Вскоре лес перешел в кустарник, широко разросшийся кругом. Солнце заливало его жаркими лучами, словно огненная печь, опаляя корни, хрустевшие под ногами Куньоль. Кругом стояла глубокая тишина, нарушавшаяся лишь жужжанием мух. Кусты выдавались сплошной неподвижной массой под лучами беспощадного зноя, от которого растрескивалась земля. Старуха напялила платок на самые глаза, ослепленные солнцем, и, раздвигая руками ветки, двинулась через кустарники…
Ищи-Свищи лежал в тени под дубом, он выглянул из листвы, подползая на животе, и, увидя ее, приподнялся. Среди моря зелени выделялся он, широкоплечий и гордый.
— Сын мой, — промолвила старуха, опускаясь на землю. — Я вся в поту и выбилась из сил. Господи, пощади мои старые кости.
Ищи-Свищи затопал ногами, нетерпеливый и мрачный.
— Ты ее видела? Ну?
Она кивнула ему утвердительно головой и, вдыхая воздух полной грудью, словно задыхаясь, повторяла:
— Ах, эта бедность!
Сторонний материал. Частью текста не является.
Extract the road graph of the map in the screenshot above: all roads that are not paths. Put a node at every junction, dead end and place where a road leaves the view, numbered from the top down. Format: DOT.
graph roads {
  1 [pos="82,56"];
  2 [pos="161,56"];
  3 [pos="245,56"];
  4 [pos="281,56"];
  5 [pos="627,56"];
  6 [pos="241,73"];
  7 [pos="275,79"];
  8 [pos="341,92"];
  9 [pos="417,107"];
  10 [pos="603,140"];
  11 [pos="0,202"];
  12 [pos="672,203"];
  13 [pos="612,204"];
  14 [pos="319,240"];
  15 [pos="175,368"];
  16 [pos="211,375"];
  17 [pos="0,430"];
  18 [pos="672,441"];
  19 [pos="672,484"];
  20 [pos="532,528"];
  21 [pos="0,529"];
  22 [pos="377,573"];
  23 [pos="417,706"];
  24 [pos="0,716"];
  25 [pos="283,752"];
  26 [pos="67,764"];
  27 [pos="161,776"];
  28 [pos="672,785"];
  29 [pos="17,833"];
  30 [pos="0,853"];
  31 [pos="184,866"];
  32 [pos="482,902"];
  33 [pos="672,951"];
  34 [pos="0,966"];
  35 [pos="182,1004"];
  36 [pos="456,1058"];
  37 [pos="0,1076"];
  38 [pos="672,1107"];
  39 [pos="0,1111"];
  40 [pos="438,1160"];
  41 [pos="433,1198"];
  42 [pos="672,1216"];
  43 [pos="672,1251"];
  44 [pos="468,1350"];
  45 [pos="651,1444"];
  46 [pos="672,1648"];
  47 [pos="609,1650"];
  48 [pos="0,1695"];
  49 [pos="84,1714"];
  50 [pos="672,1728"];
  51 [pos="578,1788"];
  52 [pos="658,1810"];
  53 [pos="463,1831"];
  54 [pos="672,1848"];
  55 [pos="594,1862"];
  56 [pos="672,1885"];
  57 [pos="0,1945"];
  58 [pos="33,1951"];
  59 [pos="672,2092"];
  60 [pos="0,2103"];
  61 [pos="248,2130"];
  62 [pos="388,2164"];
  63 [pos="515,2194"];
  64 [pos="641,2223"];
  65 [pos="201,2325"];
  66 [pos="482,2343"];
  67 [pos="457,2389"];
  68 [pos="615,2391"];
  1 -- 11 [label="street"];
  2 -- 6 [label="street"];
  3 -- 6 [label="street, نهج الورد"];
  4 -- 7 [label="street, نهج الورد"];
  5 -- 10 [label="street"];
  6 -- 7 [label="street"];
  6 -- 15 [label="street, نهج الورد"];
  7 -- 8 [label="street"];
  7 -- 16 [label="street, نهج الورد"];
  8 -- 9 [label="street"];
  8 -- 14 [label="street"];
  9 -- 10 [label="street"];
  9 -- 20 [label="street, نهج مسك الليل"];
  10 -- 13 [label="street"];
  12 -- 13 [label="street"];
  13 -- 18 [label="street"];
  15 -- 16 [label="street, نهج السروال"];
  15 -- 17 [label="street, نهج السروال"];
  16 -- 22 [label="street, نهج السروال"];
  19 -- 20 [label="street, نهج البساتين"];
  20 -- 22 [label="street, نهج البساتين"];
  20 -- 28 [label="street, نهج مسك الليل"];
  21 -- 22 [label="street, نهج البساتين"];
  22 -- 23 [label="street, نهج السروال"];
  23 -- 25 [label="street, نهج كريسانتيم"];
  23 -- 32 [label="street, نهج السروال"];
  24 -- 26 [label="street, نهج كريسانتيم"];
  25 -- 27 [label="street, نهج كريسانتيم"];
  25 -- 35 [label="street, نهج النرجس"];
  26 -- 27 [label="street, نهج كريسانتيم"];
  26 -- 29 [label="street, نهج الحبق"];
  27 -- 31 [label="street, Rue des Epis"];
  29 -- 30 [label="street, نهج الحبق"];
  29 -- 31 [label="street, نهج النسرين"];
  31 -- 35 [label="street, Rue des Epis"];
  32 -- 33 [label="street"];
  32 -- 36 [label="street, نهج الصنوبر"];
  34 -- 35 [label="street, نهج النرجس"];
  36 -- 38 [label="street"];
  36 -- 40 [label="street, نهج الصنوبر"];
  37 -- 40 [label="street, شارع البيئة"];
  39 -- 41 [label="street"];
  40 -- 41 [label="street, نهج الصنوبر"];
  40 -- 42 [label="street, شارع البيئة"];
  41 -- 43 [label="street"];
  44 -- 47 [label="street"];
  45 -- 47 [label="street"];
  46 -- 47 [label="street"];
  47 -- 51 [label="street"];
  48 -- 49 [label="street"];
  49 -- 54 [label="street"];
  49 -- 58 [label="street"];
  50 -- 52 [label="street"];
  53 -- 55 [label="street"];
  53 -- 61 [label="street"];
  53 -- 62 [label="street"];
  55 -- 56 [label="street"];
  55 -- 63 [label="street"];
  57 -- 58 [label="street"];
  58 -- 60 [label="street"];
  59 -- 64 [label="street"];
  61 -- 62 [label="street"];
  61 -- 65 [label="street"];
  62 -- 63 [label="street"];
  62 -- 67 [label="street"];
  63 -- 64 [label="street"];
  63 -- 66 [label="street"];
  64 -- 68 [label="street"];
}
Стоит ли стараться для людей! Ох, ох, ох! И что за это получаешь? Ничего.
Он вытащил из кармана горсть монет.
— На вот тебе, мать моя, на водку.
Она сунула деньги в корзину, и язык ее развязался.
— Раз это так, — промолвила она, — можно и духу набраться. Да, конечно, я ее видела. Она не больна, бедная девочка, но ей от этого не лучше. Она выплакала все свои слезы, что не видится с своим дорогим милым! Просто жалость берет.
Лицо парня просияло.
— Что ты это сказала? Она плачет!
— Ей так тяжело приходится! Ведь ее отец бьет ее немилосердно. И все из-за тебя, бездельник!
На лице его выразилось умиление.
— Бедная, бедная моя!
Она рассказала ему о том, как рассердились ее братья, какой был учинен за ней надзор и как она грустит.
Возбужденный, с улыбкой на лице, с блестевшими глазами, он видел только ее, страдающую из-за любви к нему, и повторял:
— Да, да!…
Она подняла голову.
— Ну, да. Я ей и сказала все, что надо было сказать. Бедный милый твой, — сказала я ей, — худ и тощ, как волк в лесу.
— О, о!
— Его глаза совсем как колодцы!
— Хорошо сказано, старуха.
Ему только и остается отдать Богу душу.
— Хорошо сказано.
— Он с собой еще сделает что-нибудь!
— Это правда. Ты хорошо сказала. Пускай меня съедят лучше черви, чем жить без Жермены.
— Но ты подожди. Она кричала, как свинья напоследях. Она пришла бы, если бы могла, но ей нельзя. — «Кончены и встречи, и голубиные речи, — сказала она мне». — «Хорошо, — ответила я ей, — если это ненадолго, так не беда». — «Да, да, — сказала она, — жить мне без него все равно как не жить».
Он слушал ее, впиваясь в ее слова, как в счастье. Его грудь усиленно дышала. Он хотел кричать, петь, валяться по земле.
— Милая, дорогая моя, радость! — бормотал он.
И под палящим зноем полдня, казалось, грезил широко раскрытыми глазами.
— Прощай, сын мой, — сказала ему нищая старуха. — Пойду помолюсь Богу. Мой желудок сух, как черствый хлеб. Если ты не зверь, ты мне дашь еще немножко на водку.